In silico evaluation of the effect of sensor directivity on photoacoustic tomography imaging

Abstract

The effect of sensor directivity on photoacoustic tomography (PAT) image reconstruction is examined. An analytical expression for the resultant PA signal, when emitted by an ensemble of spherical sources and detected by a planar sensor with finite aperture, is derived. This framework was employed to calculate the PA signal produced by a vasculature phantom containing many randomly distributed spherical sources mimicking the red blood cells (RBCs). A Monte Carlo algorithm was employed to generate the random locations of RBCs inside the vasculature. The calculated signals for many detector locations were utilized for image reconstruction via the Tikhonov regularization method.
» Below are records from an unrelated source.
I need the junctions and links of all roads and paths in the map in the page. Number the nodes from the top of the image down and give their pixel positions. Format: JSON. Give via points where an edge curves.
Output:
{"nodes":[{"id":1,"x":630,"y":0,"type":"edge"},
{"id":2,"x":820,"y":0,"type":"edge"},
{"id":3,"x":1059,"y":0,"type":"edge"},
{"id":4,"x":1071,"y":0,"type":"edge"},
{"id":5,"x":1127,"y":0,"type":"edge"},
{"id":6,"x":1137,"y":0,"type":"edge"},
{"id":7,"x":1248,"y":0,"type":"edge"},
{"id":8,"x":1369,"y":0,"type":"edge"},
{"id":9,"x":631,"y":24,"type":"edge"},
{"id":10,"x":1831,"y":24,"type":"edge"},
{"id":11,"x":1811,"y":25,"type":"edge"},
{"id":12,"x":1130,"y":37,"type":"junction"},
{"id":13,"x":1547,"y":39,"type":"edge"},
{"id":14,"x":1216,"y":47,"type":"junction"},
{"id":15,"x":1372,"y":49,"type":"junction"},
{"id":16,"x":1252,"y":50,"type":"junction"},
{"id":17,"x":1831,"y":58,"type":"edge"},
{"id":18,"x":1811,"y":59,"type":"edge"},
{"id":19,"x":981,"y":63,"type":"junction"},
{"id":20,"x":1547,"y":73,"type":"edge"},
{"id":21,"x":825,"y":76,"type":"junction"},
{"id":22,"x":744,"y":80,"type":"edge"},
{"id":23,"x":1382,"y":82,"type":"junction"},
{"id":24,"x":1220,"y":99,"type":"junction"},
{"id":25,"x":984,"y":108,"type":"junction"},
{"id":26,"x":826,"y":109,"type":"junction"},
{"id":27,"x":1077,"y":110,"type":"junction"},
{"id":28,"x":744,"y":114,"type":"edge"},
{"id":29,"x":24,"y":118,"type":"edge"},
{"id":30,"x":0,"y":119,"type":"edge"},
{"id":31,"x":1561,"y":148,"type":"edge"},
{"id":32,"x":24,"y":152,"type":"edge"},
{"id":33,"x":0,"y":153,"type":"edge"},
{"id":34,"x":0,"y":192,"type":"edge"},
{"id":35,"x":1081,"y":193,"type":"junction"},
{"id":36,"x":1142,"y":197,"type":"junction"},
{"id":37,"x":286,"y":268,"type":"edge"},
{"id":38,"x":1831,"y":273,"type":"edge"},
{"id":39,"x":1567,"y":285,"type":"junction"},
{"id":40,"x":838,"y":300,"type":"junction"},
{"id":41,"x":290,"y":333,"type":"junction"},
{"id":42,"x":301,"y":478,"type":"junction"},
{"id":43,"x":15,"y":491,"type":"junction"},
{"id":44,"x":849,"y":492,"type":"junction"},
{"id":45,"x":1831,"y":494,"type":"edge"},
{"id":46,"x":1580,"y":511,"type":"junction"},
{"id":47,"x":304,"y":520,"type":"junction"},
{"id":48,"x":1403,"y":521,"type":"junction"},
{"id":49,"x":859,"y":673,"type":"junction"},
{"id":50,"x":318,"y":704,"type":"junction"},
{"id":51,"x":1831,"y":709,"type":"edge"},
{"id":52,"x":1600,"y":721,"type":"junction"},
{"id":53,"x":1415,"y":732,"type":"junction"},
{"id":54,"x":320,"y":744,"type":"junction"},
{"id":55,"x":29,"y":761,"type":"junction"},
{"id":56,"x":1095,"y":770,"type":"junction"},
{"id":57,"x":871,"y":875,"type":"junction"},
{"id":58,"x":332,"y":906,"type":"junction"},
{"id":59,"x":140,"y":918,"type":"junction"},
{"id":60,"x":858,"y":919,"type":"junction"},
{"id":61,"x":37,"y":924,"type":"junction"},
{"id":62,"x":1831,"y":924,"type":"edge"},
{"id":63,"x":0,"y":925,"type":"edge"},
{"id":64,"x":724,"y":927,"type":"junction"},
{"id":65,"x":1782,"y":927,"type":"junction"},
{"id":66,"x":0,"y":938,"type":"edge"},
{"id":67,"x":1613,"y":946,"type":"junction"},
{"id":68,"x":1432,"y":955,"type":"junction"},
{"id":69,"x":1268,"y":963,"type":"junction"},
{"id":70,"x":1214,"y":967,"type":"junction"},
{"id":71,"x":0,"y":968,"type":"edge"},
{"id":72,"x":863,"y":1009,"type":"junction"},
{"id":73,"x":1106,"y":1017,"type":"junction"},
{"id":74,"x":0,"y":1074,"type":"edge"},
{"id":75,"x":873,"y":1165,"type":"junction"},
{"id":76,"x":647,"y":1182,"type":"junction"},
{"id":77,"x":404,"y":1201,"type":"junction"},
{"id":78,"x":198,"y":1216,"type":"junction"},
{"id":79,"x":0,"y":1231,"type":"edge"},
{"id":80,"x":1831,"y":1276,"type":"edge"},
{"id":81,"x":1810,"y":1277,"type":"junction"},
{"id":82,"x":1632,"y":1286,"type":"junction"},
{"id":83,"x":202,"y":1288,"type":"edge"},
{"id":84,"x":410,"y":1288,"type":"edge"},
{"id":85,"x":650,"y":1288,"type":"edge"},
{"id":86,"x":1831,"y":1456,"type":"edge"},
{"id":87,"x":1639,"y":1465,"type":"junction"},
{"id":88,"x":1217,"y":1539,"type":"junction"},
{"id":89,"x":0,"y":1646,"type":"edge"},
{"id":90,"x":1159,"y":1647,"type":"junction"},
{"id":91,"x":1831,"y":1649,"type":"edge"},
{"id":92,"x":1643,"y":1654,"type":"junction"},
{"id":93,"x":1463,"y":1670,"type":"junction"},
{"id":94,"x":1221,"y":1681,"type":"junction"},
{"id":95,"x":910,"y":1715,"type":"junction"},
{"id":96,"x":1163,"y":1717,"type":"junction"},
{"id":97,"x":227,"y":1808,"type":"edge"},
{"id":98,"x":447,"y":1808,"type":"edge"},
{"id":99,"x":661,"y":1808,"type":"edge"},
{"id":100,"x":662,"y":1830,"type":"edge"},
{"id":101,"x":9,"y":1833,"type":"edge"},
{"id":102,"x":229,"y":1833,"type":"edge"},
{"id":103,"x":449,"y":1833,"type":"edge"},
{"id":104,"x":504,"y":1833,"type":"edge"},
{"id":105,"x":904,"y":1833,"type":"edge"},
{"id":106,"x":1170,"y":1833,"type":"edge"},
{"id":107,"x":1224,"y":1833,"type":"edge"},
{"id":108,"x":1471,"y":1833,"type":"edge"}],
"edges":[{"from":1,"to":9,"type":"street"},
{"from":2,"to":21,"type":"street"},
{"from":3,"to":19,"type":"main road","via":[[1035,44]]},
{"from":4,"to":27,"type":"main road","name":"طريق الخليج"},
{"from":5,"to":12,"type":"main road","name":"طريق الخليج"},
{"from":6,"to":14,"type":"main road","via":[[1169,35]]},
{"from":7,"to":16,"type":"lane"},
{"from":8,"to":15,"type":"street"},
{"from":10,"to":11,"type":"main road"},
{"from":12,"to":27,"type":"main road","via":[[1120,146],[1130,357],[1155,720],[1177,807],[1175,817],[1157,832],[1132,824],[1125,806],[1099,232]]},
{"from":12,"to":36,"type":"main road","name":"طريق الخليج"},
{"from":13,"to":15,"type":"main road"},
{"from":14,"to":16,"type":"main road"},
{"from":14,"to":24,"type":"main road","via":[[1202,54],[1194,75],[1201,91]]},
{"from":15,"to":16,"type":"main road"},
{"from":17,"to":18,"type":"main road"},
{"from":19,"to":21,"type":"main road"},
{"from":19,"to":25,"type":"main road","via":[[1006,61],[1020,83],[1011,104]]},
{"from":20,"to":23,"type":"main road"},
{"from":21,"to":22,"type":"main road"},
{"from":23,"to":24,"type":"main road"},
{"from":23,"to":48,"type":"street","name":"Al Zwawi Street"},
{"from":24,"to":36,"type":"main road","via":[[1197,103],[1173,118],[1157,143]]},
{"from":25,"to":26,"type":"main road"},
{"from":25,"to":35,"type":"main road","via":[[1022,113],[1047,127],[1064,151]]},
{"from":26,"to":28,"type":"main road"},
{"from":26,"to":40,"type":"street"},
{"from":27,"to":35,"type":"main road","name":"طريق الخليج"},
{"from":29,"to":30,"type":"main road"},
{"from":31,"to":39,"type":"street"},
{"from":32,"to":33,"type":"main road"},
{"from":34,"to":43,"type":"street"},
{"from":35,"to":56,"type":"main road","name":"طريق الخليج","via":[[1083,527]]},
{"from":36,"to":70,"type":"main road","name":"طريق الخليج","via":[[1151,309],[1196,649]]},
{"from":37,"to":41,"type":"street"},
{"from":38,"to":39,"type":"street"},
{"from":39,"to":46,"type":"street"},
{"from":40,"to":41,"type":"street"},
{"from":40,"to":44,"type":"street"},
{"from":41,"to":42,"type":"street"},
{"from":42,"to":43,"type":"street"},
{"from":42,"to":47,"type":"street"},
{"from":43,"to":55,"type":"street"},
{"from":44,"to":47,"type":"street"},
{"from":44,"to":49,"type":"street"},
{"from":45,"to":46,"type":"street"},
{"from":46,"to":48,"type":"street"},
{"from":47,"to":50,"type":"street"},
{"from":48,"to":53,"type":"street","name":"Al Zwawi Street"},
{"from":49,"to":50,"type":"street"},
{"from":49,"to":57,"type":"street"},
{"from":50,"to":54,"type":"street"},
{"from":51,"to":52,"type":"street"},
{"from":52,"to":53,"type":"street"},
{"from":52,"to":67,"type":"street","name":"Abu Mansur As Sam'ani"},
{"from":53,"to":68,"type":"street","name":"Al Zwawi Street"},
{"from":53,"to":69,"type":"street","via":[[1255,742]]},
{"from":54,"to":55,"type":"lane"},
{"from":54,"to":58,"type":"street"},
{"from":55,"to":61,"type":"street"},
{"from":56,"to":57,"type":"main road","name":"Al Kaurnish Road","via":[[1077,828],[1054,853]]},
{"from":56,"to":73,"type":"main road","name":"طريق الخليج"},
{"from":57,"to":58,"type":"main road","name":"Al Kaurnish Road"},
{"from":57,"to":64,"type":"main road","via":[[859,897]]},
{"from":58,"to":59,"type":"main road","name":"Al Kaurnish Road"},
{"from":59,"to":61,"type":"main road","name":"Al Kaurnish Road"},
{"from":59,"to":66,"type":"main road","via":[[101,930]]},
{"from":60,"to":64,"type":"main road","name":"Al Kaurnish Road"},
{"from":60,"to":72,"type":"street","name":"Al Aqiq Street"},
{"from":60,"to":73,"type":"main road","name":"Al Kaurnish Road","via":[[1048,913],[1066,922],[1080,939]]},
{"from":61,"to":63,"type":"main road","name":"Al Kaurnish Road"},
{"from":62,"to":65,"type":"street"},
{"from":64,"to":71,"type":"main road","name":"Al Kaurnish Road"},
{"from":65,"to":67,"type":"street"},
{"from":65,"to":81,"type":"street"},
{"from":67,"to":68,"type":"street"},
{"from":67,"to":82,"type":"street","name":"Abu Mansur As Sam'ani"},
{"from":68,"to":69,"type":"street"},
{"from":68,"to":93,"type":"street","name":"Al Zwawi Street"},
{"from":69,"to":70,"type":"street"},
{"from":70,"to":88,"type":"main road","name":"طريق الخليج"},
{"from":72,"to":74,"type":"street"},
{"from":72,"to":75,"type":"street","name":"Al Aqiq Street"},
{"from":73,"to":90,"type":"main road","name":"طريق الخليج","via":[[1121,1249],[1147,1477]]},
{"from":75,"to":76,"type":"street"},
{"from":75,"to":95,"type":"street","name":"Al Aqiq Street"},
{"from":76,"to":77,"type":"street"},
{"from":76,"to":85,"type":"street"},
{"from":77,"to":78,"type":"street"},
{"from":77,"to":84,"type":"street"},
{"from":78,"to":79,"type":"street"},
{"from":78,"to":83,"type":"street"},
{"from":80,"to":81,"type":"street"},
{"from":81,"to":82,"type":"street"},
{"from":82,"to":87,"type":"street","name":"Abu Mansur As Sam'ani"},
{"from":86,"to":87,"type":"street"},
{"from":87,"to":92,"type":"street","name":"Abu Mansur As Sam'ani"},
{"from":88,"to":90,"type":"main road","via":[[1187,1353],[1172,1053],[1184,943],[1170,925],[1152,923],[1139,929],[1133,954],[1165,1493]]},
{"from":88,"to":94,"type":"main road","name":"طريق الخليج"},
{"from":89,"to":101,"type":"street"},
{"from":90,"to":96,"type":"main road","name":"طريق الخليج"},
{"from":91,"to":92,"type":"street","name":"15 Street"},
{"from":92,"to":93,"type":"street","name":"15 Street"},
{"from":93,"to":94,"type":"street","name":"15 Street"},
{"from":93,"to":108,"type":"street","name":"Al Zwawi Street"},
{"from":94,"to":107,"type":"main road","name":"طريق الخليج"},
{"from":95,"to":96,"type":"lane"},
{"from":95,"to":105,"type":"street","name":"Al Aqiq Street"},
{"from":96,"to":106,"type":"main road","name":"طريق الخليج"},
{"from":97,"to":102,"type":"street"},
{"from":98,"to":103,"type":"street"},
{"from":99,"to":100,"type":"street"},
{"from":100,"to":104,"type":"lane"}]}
The corresponding system matrix was constructed in three ways by considering (i) sensors as point detectors (PDs), (ii) finite detectors but without directivity (FD WOD), and (iii) finite detectors with directivity (FD WD). The novelty of this work is to incorporate the effect of sensor directivity during the signal simulation as well as system matrix formation. The FD WD algorithm provided accurate image reconstruction while PD and FD WOD failed to recover the vascular structure. Pearson’s correlation coefficient for the image formed using the FD WD technique was computed to be ≈ 4 times higher than that of the FD WOD method. The simulation results confirm that PAT imaging becomes independent of transducer directivity with the FD WD approach.